Hector Martin

Anyway, if you rely on BitLocker in TPM mode (boot without PIN), you should know that anyone can steal your computer, sniff 32 bytes off of the LPC bus, stick them into libbde, and decrypt your disk. Yes, it's that easy. Solder 7 wires to $favorite_fpga_board, decrypt drive.

We all knew it was going to be this dumb, but today I'm here to tell you it *is* this dumb and I just implemented it.

Great work! Do you think a similar attack could be made against Android "DE" storage on a Pixel phone?

ARM devices are usually a few orders of magnitude closer to being potentially secure than x86 systems. The "TPM" on those is integrated into the SoC. I'm sure you could still find a way in though, like a glitching attack. This is why I refuse to use Android FBE.

You prefer FDE to FBE? Because all storage is CE, none is DE? Would be interested to know more about the kind is attack you have in mind...

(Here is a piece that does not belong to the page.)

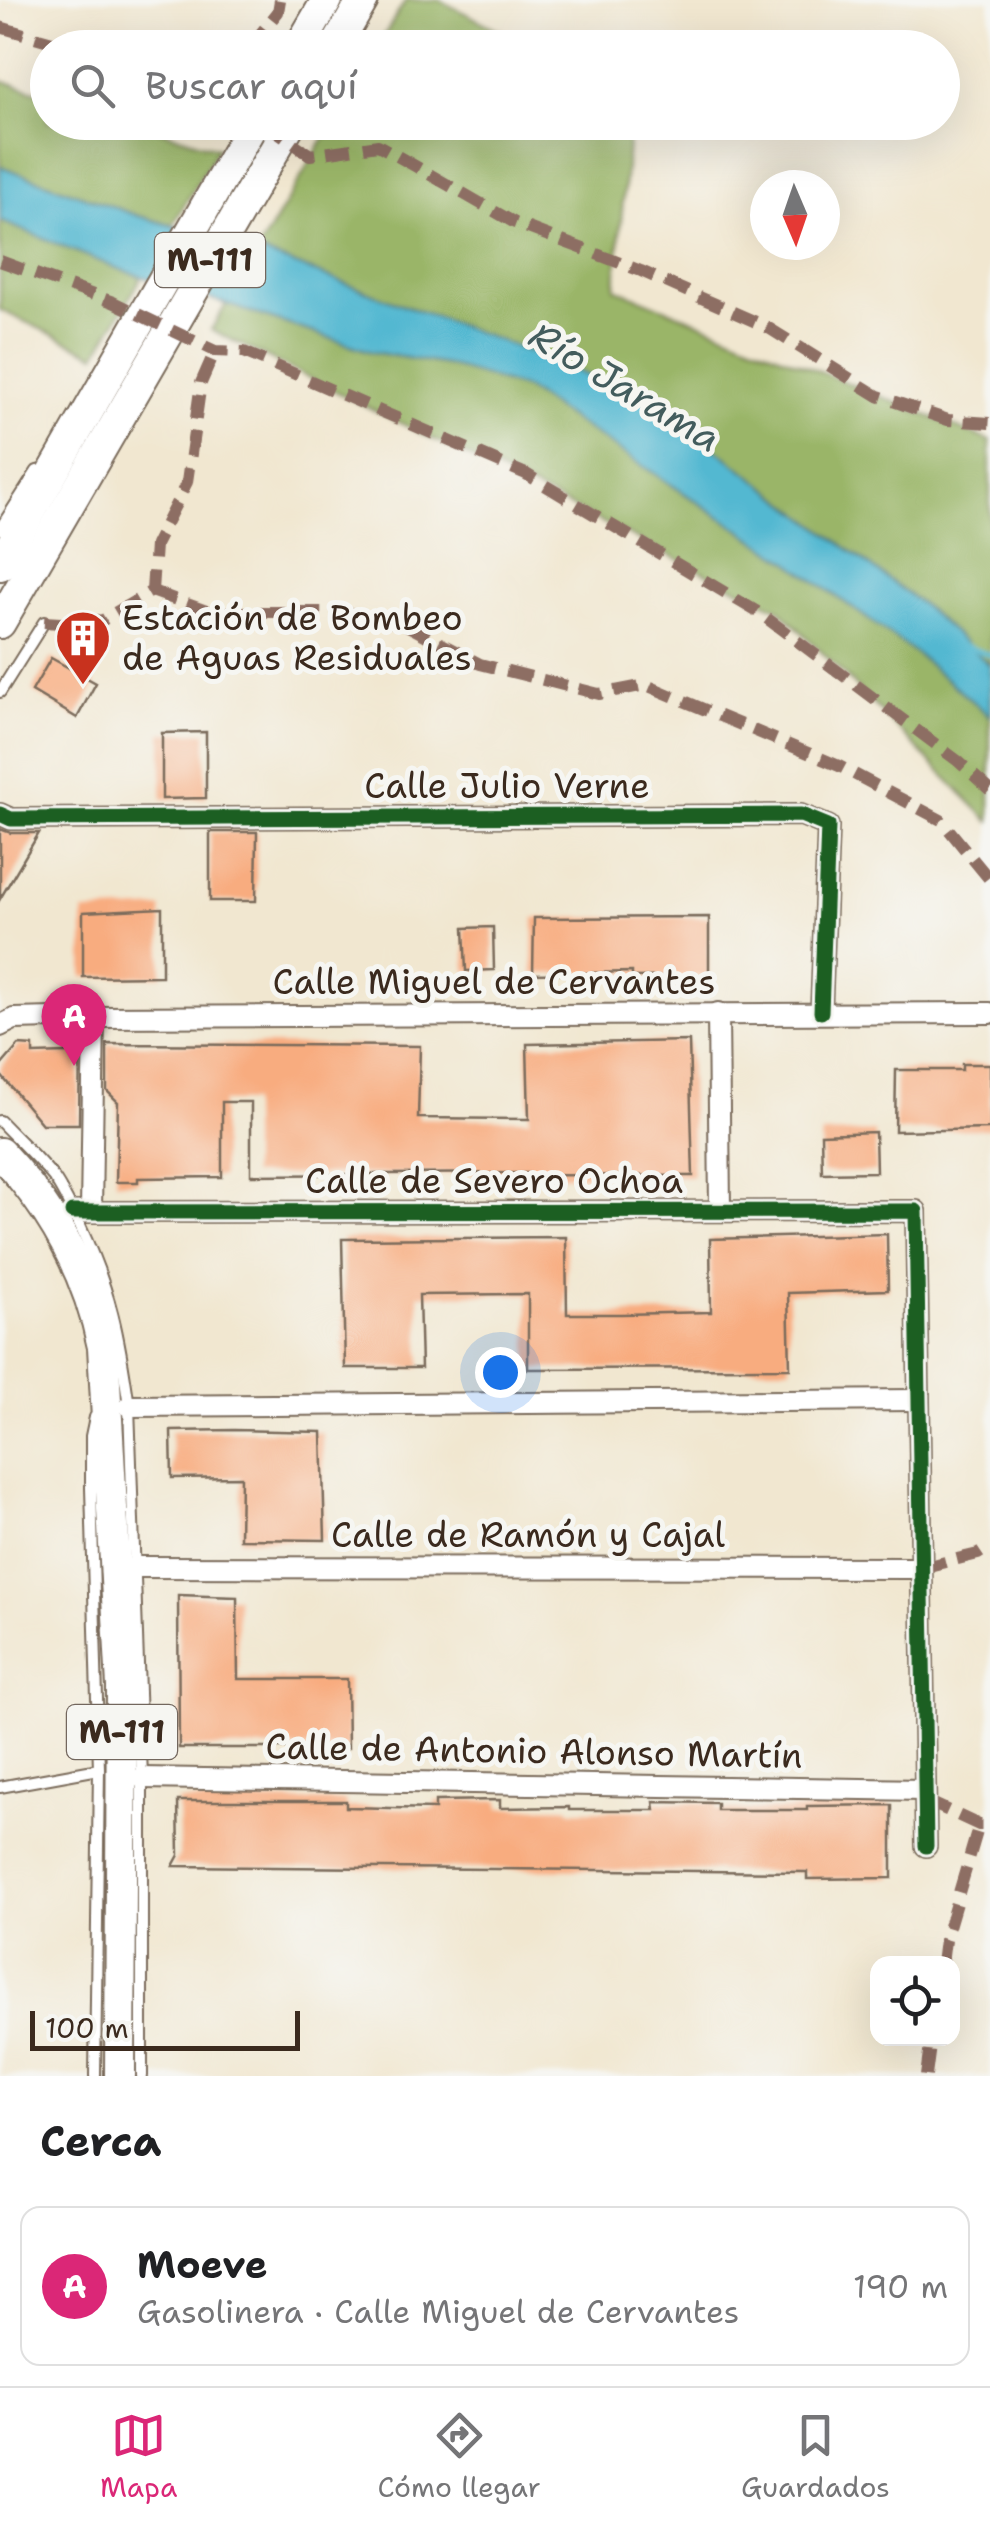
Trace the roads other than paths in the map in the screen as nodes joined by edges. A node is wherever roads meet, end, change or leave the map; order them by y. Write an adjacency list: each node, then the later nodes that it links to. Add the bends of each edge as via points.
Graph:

Yes, except I use a different (much longer) FDE passphrase that is not my normal unlock code (this is possible on rooted devices). Also FDE encrypts *everything*, including all metadata, so I'm immune from "someone used the wrong data class" bugs.

The problem with FBE and all the DE stuff (and what iPhone does too) is that it's quite secure if nobody made any mistakes all the way through the stack; everything has to work together perfectly. A security flaw could make the whole thing moot, as we've seen many times.

With FDE I know that the storage is cryptographically bound to the long and not crackable passphrase, period. As long as the much simpler code from that to the storage crypto is secure, if my phone is off, you aren't getting any data out of it.